In the summer of 1906 Picasso stayed in the remote village of Gosol in northern Spain where he took his first steps on the road to Cubism.
Cubism & collages
Inspired by Cézanne and African sculptures, he experimented with geometric forms.
At the end of 1906, Picasso commenced a large painting that would later become known as “Les Demoiselles d’Avignon”, a depiction of prostitutes with deformed bodies and mask-like faces. He spent the summer of 1909 in Horta de Sant Joan, Catalonia.
In subsequent years Picasso and Georges Braque developed Cubism, abandoning normal perspective and representing objects from different angles simultaneously. In 1912 they produced their first collages, incorporating newspaper cuttings and other materials in their paintings.

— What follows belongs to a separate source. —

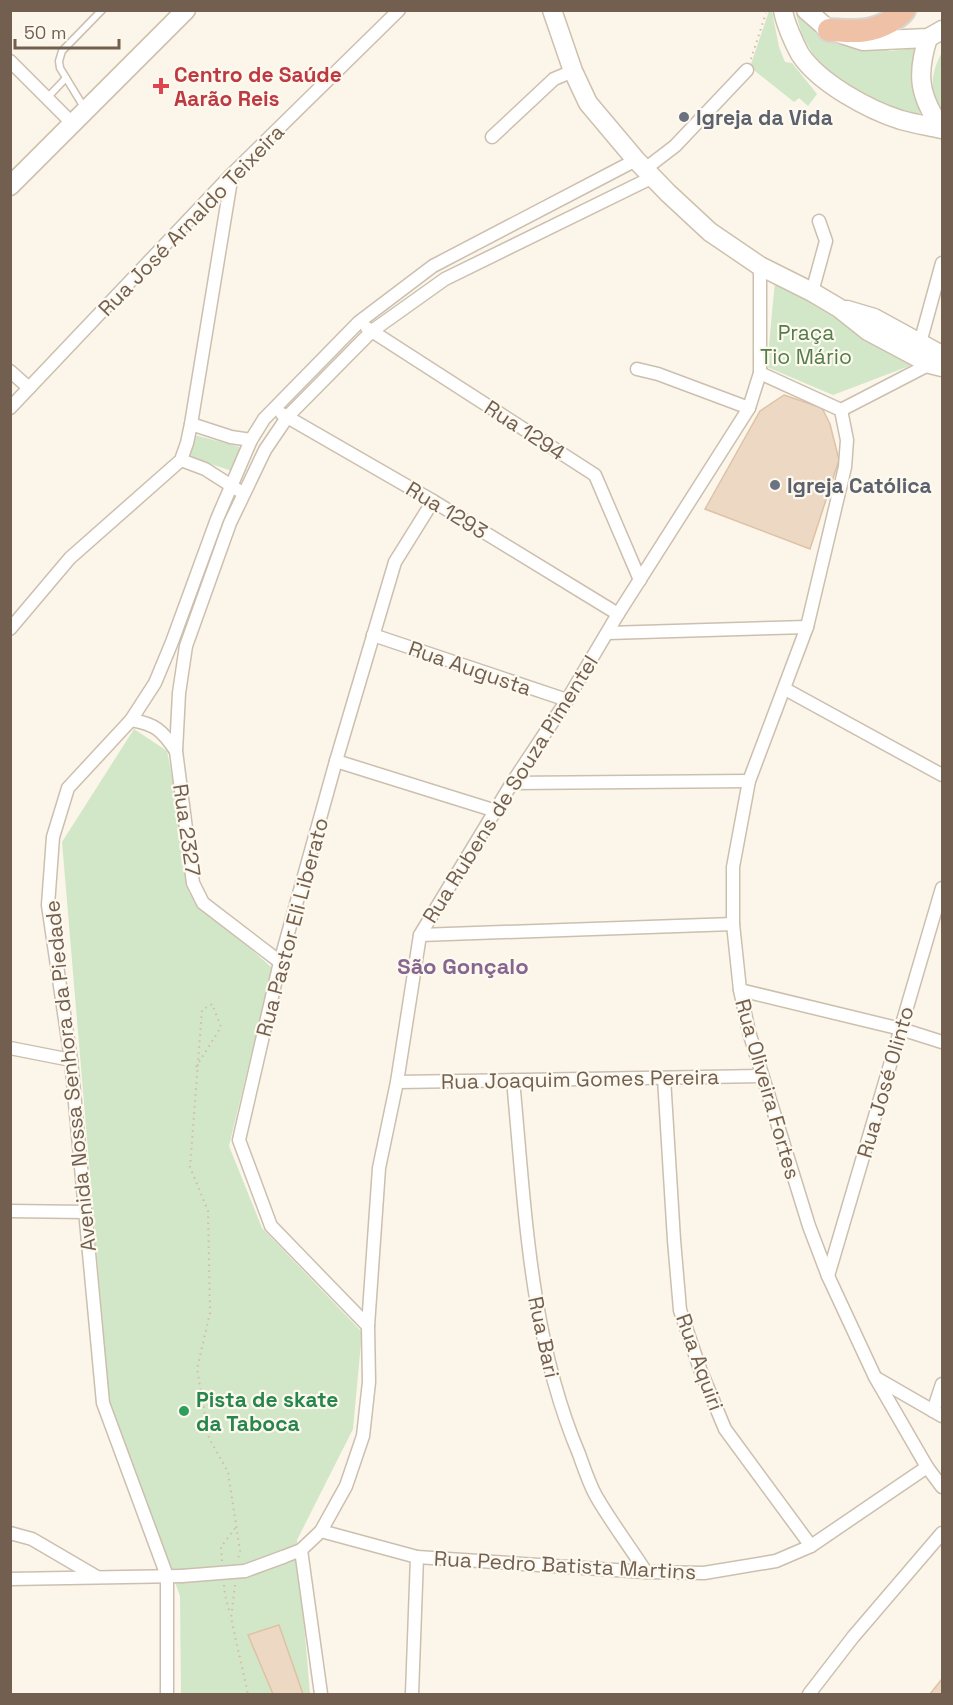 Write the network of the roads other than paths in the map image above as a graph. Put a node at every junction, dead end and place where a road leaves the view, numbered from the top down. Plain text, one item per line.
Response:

In 1917 he visited Italy and worked with Serge Diaghilev on the ballet Parade.
A “Neo-Classicist” period
From about 1917 to the mid 1920s Picasso’s work became more traditional as he returned to figurative art, in a period dubbed “Neo-Classicist”. His work then began to feature bizarre, deformed and sometimes aggressive creatures, betraying the influence of Surrealism.
Guernica and its art after the Second World War
In 1937 Picasso produced his famous painting Guernica, an indictment of the horrors of war.
After the Second World War and until the end of his life the artist remained unrelentingly productive and innovative. His work in this period includes variations on paintings by Old Masters, sculptures in a range of materials and ceramics, a new field for the artist.
Picasso was also politically active: he attended peace conferences and was a member of the Communist Party from 1944 until his death.
After the Second World War Picasso lived in the south of France, from 1961 near Mougins.